Built as a SaaS Product
Credit-Based Pricing
The platform runs on a sustainable credit model:
| Tier | Price | Credits/Month | Best For |
|---|---|---|---|
| Free | $0 | 600 (~1 hr of video) | Testing the platform |
| Starter | $12/mo | 14,400 | Individual creators |
| Pro | $29/mo | 36,000 + unlimited search | Teams and educators |
| Business | $99/mo | 150,000 + unlimited search | Media companies |
Stripe Integration
Full payment processing with subscription management, credit top-ups, and usage tracking. Activity logs track every search and analysis operation.
API Access
Power users get API keys for programmatic access—integrate video search into their own applications, batch process YouTube channels, or build custom workflows.
Results
| Metric | Value |
|---|---|
| Search accuracy | Semantic matching across meaning, not just keywords |
| Processing speed | ~2 min per hour of video content |
| Query response | Sub-second search across thousands of timestamps |
| Content categories | 15 automatic classifications |
What an Education Platform Said:
"We had 500+ hours of lecture recordings that students couldn't navigate. Now they search 'explain the Krebs cycle' and jump to the exact moment. Support tickets about finding content dropped to near zero."
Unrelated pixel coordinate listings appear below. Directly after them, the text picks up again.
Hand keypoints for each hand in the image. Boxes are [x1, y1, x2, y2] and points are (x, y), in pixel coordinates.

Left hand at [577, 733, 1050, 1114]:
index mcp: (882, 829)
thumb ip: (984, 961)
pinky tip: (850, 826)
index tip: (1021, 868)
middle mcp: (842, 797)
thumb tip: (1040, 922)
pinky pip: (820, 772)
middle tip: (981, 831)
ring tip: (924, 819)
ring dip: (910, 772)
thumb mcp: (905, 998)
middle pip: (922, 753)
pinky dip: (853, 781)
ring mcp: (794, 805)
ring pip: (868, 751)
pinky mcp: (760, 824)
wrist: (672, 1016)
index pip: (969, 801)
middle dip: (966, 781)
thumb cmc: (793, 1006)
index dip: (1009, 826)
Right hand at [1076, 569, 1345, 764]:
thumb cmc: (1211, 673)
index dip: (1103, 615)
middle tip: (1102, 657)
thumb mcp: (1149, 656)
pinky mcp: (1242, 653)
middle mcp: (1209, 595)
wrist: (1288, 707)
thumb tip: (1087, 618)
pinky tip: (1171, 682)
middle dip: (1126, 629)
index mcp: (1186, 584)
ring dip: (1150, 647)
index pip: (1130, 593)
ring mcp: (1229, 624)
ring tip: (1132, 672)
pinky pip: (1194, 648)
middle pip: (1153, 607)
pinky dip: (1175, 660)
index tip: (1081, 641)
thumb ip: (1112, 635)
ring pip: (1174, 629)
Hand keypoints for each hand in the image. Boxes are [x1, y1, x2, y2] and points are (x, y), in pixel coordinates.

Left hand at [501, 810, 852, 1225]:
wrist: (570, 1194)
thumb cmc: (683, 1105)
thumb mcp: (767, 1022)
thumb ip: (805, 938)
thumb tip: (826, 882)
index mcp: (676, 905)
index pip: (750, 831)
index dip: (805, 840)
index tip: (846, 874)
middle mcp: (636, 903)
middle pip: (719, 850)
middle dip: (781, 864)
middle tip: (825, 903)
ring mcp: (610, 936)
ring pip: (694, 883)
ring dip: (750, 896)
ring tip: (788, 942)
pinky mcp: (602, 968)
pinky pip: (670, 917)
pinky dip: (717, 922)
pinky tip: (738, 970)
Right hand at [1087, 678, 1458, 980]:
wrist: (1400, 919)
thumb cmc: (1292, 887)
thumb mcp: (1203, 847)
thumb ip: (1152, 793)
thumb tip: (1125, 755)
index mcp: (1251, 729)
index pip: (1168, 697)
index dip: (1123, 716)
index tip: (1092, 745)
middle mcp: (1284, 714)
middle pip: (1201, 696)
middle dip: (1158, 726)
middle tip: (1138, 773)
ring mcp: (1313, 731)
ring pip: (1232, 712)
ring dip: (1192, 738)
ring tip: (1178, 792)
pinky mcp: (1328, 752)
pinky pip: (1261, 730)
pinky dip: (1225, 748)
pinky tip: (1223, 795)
— Online learning platform, Southeast Asia
Who This Is For
This solution works for:
- Education platforms making lecture libraries searchable
- Media companies indexing broadcast archives
- Training departments building searchable knowledge bases
- Content creators helping audiences navigate long-form content
- Research teams analyzing interview and focus group recordings
- Legal teams searching deposition and testimony videos
If your team has more than 10 hours of video content that people need to reference, this platform pays for itself in the first week.